▸ **YOUR TASK**
The entries below must be retyped in full. Keep every word the same.

▸ **SUPPLIED RECORDS**
============================================================
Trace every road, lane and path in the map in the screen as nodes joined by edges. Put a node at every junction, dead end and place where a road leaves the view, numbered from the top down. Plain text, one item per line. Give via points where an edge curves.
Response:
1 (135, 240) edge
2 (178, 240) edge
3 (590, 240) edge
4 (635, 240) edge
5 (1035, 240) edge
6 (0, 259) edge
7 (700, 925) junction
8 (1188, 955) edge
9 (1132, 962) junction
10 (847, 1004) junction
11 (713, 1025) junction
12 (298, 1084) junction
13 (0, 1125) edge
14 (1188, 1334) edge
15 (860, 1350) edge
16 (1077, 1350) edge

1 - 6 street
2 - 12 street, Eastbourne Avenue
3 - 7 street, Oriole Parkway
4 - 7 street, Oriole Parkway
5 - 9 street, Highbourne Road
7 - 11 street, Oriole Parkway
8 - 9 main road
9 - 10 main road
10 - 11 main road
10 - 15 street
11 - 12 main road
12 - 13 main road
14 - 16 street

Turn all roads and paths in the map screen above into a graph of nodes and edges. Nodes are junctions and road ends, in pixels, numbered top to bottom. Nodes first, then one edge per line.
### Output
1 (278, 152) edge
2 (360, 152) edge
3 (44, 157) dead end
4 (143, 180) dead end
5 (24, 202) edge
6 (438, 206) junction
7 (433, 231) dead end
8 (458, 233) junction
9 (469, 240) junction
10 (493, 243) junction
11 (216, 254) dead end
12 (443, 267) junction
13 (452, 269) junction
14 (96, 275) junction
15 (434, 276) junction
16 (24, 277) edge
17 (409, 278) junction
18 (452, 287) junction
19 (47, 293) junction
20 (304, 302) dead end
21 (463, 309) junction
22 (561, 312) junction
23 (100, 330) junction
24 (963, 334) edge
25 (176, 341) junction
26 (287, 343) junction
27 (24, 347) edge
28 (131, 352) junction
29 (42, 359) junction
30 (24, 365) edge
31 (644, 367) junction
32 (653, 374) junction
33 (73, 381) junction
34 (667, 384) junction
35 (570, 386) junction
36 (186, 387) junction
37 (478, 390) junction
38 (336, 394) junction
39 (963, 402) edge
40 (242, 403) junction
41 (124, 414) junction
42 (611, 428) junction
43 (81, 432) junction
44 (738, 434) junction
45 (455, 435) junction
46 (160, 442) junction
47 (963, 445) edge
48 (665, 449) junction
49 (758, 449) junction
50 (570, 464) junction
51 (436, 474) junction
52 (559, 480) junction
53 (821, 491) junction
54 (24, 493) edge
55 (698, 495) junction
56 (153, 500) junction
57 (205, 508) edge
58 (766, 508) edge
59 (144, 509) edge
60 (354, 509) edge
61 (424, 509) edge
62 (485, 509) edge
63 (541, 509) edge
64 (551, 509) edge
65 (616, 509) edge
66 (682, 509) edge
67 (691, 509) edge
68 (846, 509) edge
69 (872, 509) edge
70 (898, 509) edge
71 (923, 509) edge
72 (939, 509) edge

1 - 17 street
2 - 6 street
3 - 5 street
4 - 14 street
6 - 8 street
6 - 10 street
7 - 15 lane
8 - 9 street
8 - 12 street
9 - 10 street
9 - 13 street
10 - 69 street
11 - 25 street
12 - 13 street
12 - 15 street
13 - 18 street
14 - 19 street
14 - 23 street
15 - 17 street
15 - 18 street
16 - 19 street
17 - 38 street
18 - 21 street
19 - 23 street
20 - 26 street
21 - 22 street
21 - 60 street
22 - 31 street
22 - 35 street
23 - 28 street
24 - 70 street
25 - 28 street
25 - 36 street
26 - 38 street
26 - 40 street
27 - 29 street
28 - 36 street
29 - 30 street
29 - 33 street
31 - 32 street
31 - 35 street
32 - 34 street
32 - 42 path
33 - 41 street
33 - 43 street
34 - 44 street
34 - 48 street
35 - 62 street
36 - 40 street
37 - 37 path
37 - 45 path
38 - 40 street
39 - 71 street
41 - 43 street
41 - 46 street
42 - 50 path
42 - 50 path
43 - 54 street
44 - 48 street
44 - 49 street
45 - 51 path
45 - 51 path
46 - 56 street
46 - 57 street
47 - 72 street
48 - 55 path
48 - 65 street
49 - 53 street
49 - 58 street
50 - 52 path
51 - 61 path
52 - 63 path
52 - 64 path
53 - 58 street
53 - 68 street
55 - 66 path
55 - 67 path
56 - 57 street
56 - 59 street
============================================================
▸ **WRITTEN REPLY**
Trace every road, lane and path in the map in the screen as nodes joined by edges. Put a node at every junction, dead end and place where a road leaves the view, numbered from the top down. Plain text, one item per line. Give via points where an edge curves.
Response:
1 (135, 240) edge
2 (178, 240) edge
3 (590, 240) edge
4 (635, 240) edge
5 (1035, 240) edge
6 (0, 259) edge
7 (700, 925) junction
8 (1188, 955) edge
9 (1132, 962) junction
10 (847, 1004) junction
11 (713, 1025) junction
12 (298, 1084) junction
13 (0, 1125) edge
14 (1188, 1334) edge
15 (860, 1350) edge
16 (1077, 1350) edge

1 - 6 street
2 - 12 street, Eastbourne Avenue
3 - 7 street, Oriole Parkway
4 - 7 street, Oriole Parkway
5 - 9 street, Highbourne Road
7 - 11 street, Oriole Parkway
8 - 9 main road
9 - 10 main road
10 - 11 main road
10 - 15 street
11 - 12 main road
12 - 13 main road
14 - 16 street

Turn all roads and paths in the map screen above into a graph of nodes and edges. Nodes are junctions and road ends, in pixels, numbered top to bottom. Nodes first, then one edge per line.
### Output
1 (278, 152) edge
2 (360, 152) edge
3 (44, 157) dead end
4 (143, 180) dead end
5 (24, 202) edge
6 (438, 206) junction
7 (433, 231) dead end
8 (458, 233) junction
9 (469, 240) junction
10 (493, 243) junction
11 (216, 254) dead end
12 (443, 267) junction
13 (452, 269) junction
14 (96, 275) junction
15 (434, 276) junction
16 (24, 277) edge
17 (409, 278) junction
18 (452, 287) junction
19 (47, 293) junction
20 (304, 302) dead end
21 (463, 309) junction
22 (561, 312) junction
23 (100, 330) junction
24 (963, 334) edge
25 (176, 341) junction
26 (287, 343) junction
27 (24, 347) edge
28 (131, 352) junction
29 (42, 359) junction
30 (24, 365) edge
31 (644, 367) junction
32 (653, 374) junction
33 (73, 381) junction
34 (667, 384) junction
35 (570, 386) junction
36 (186, 387) junction
37 (478, 390) junction
38 (336, 394) junction
39 (963, 402) edge
40 (242, 403) junction
41 (124, 414) junction
42 (611, 428) junction
43 (81, 432) junction
44 (738, 434) junction
45 (455, 435) junction
46 (160, 442) junction
47 (963, 445) edge
48 (665, 449) junction
49 (758, 449) junction
50 (570, 464) junction
51 (436, 474) junction
52 (559, 480) junction
53 (821, 491) junction
54 (24, 493) edge
55 (698, 495) junction
56 (153, 500) junction
57 (205, 508) edge
58 (766, 508) edge
59 (144, 509) edge
60 (354, 509) edge
61 (424, 509) edge
62 (485, 509) edge
63 (541, 509) edge
64 (551, 509) edge
65 (616, 509) edge
66 (682, 509) edge
67 (691, 509) edge
68 (846, 509) edge
69 (872, 509) edge
70 (898, 509) edge
71 (923, 509) edge
72 (939, 509) edge

1 - 17 street
2 - 6 street
3 - 5 street
4 - 14 street
6 - 8 street
6 - 10 street
7 - 15 lane
8 - 9 street
8 - 12 street
9 - 10 street
9 - 13 street
10 - 69 street
11 - 25 street
12 - 13 street
12 - 15 street
13 - 18 street
14 - 19 street
14 - 23 street
15 - 17 street
15 - 18 street
16 - 19 street
17 - 38 street
18 - 21 street
19 - 23 street
20 - 26 street
21 - 22 street
21 - 60 street
22 - 31 street
22 - 35 street
23 - 28 street
24 - 70 street
25 - 28 street
25 - 36 street
26 - 38 street
26 - 40 street
27 - 29 street
28 - 36 street
29 - 30 street
29 - 33 street
31 - 32 street
31 - 35 street
32 - 34 street
32 - 42 path
33 - 41 street
33 - 43 street
34 - 44 street
34 - 48 street
35 - 62 street
36 - 40 street
37 - 37 path
37 - 45 path
38 - 40 street
39 - 71 street
41 - 43 street
41 - 46 street
42 - 50 path
42 - 50 path
43 - 54 street
44 - 48 street
44 - 49 street
45 - 51 path
45 - 51 path
46 - 56 street
46 - 57 street
47 - 72 street
48 - 55 path
48 - 65 street
49 - 53 street
49 - 58 street
50 - 52 path
51 - 61 path
52 - 63 path
52 - 64 path
53 - 58 street
53 - 68 street
55 - 66 path
55 - 67 path
56 - 57 street
56 - 59 street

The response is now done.